About this exercise ::
Copy each line of the data below with the word "dead".

Supplied records ::
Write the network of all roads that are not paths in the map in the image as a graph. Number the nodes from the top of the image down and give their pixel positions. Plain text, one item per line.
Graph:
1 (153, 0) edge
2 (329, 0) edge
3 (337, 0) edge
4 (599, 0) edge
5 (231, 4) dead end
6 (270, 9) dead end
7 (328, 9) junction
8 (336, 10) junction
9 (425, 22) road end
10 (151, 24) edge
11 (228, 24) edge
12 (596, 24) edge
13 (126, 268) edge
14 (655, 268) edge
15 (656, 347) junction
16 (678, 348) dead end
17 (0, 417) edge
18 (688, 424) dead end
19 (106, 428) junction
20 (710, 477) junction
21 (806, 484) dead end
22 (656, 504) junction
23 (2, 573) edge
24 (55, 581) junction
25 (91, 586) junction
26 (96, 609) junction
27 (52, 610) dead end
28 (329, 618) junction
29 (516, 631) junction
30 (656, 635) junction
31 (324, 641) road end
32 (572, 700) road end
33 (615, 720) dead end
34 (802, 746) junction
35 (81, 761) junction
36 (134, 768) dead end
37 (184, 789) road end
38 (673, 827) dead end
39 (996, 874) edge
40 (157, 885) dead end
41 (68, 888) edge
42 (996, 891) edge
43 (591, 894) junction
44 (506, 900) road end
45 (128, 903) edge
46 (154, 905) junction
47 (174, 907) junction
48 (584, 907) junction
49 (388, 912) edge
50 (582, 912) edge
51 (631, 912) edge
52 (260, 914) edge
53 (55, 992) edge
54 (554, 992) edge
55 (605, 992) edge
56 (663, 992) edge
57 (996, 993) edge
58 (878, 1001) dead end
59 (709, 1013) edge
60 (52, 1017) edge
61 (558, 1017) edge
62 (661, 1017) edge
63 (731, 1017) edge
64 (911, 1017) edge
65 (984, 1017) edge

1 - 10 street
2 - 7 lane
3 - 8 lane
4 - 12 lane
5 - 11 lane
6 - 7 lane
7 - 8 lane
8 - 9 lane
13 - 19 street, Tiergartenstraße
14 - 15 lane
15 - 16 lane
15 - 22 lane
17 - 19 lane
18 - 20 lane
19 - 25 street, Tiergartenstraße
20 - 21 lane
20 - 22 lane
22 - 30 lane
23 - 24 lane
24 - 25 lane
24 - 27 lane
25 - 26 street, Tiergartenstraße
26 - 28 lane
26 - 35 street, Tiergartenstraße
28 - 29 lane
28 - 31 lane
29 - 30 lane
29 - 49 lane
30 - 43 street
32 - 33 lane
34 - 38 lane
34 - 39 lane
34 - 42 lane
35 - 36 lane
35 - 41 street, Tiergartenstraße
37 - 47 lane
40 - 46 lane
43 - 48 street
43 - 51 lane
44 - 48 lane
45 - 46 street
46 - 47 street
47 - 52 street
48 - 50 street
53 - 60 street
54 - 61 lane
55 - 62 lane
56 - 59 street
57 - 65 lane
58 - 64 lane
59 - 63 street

Written response ::
5 (231, 4) dead end
6 (270, 9) dead end
16 (678, 348) dead end
18 (688, 424) dead end
21 (806, 484) dead end
27 (52, 610) dead end
33 (615, 720) dead end
36 (134, 768) dead end
38 (673, 827) dead end
40 (157, 885) dead end
58 (878, 1001) dead end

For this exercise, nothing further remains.